My only reference back to the symphonic rock (or what I believed was symphonic rock) was Mike Oldfield; his Crises LP climbed the charts in 1983 and that one made me explore his back catalogue. I still had no notion of any prog-scene or the like. 'Progressive rock' was called 'Symfonirock' in Sweden in order not to confuse ’prog’ with the politically progressive music movement, which most of the time wasn't musically progressive at all. (And you still can't use 'prog' without having people's associations go the wrong way, and 'symfonirock' is invariably loaded with negative content :( )

Miles Davis was my introduction into jazz, and while exploring jazz I discovered the classic UK progressive rock. I really don't fancy the 90s neo-prog - it's too much 80s slick arena rock to me. I like it more edgy and experimental, like King Crimson, jazz-fusion, or the classic, mellow symphonic way, like Camel, P.F.M or Renaissance.

06-17-2003, 06:14 AM
I started as a metalhead.

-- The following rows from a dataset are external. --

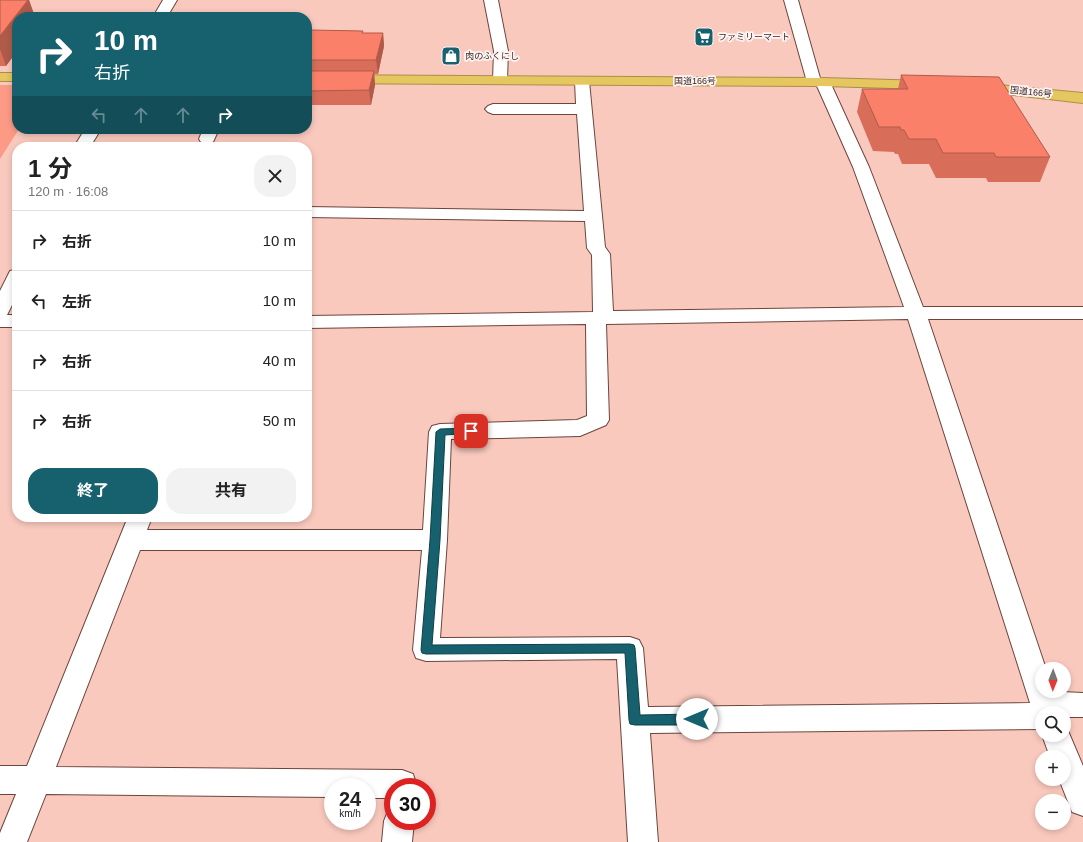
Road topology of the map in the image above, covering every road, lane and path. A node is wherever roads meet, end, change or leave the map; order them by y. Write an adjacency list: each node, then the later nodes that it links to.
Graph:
1 (170, 0): 4 (street)
2 (491, 0): 8 (street)
3 (792, 0): 10 (street)
4 (163, 12)
5 (0, 77): 6 (highway)
6 (12, 77)
7 (312, 79): 8 (highway, 国道166号)
8 (500, 80): 9 (highway, 国道166号)
9 (582, 81): 10 (highway, 国道166号); 15 (street)
10 (818, 82): 11 (highway, 国道166号); 20 (street)
11 (938, 86)
12 (962, 86): 13 (highway, 国道166号)
13 (1083, 98)
14 (494, 109): 15 (street)
15 (585, 109): 17 (street)
16 (312, 212): 17 (street)
17 (593, 216): 22 (street)
18 (12, 286): 19 (street)
19 (0, 311)
20 (916, 313): 21 (street); 22 (street); 29 (street)
21 (1083, 313)
22 (600, 318): 25 (street); 27 (street)
23 (0, 321): 24 (street)
24 (12, 321)
25 (312, 322)
26 (136, 529): 27 (street); 35 (street)
27 (435, 540): 32 (street)
28 (1083, 705): 30 (street)
29 (1042, 706)
30 (1071, 707)
31 (1035, 711): 32 (street)
32 (635, 720): 41 (street)
33 (1059, 742): 37 (street)
34 (0, 780): 35 (street)
35 (37, 780): 36 (street); 39 (street)
36 (384, 784)
37 (1083, 802)
38 (398, 830): 40 (street)
39 (12, 842)
40 (397, 842)
41 (643, 842)

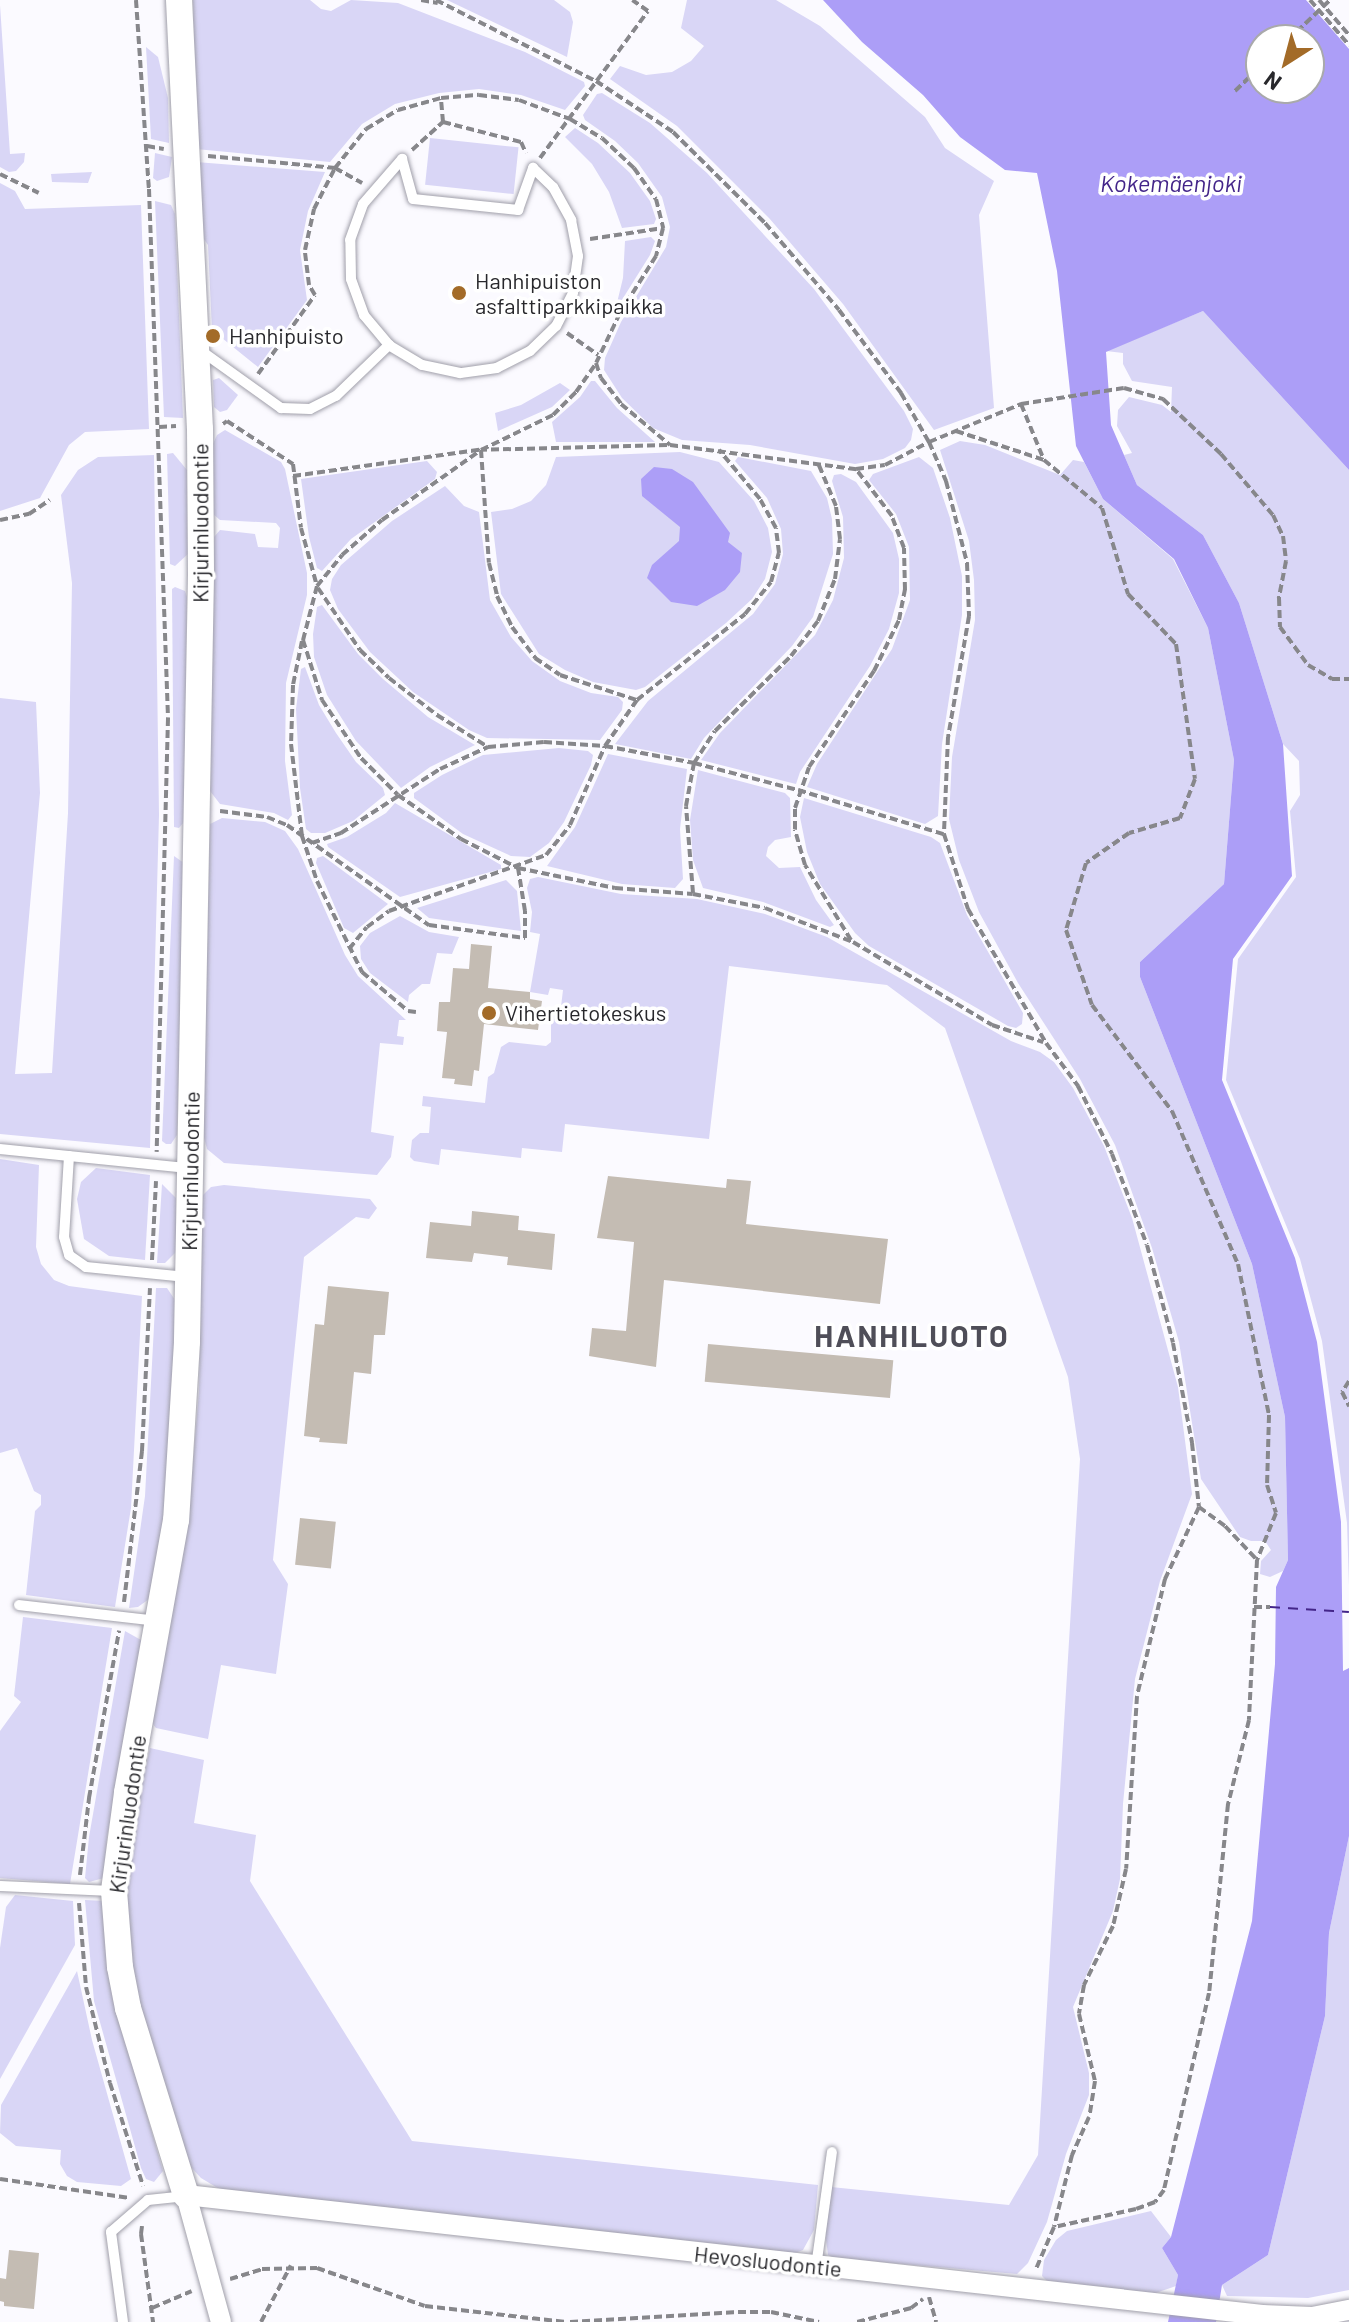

As metal often was more diverse than pop. But after a while i thought that it still wasn't diverse enough, i needed more stimulation from my music. That was when i got introduced to the progressive genre. I am not sure i can remember specfic bands though. I think i asked someone on the net for diverse music that you didn't tire so damn fast of, and he said Ayreon.

And then i just wanted more and more.

Is it just me, or did most young people who found the proggessive scene for the first time in the latest years start out as metalheads? I mean those who didn't live before the eighties.

It's interesting really, on the other forums i have visited the general age seem to be around 20. Here it seems closer to 40.

06-17-2003, 02:22 PM
My mom was a classically-trained musician (organist, singer) so I grew up around a lot of classical music (mainly Baroque composers).

When my own personal taste in music started developing (during the 70's) I listened to mainly AOR like Boston, Rush, Zep, etc.

My dad was a high school history teacher, so he picked up a copy of Rick Wakeman's Six Wives of Henry VIII (since it may have had to do with history). He quickly discovered that it was NOT about history. It was prog! He said, "Here, do you want this? I don't."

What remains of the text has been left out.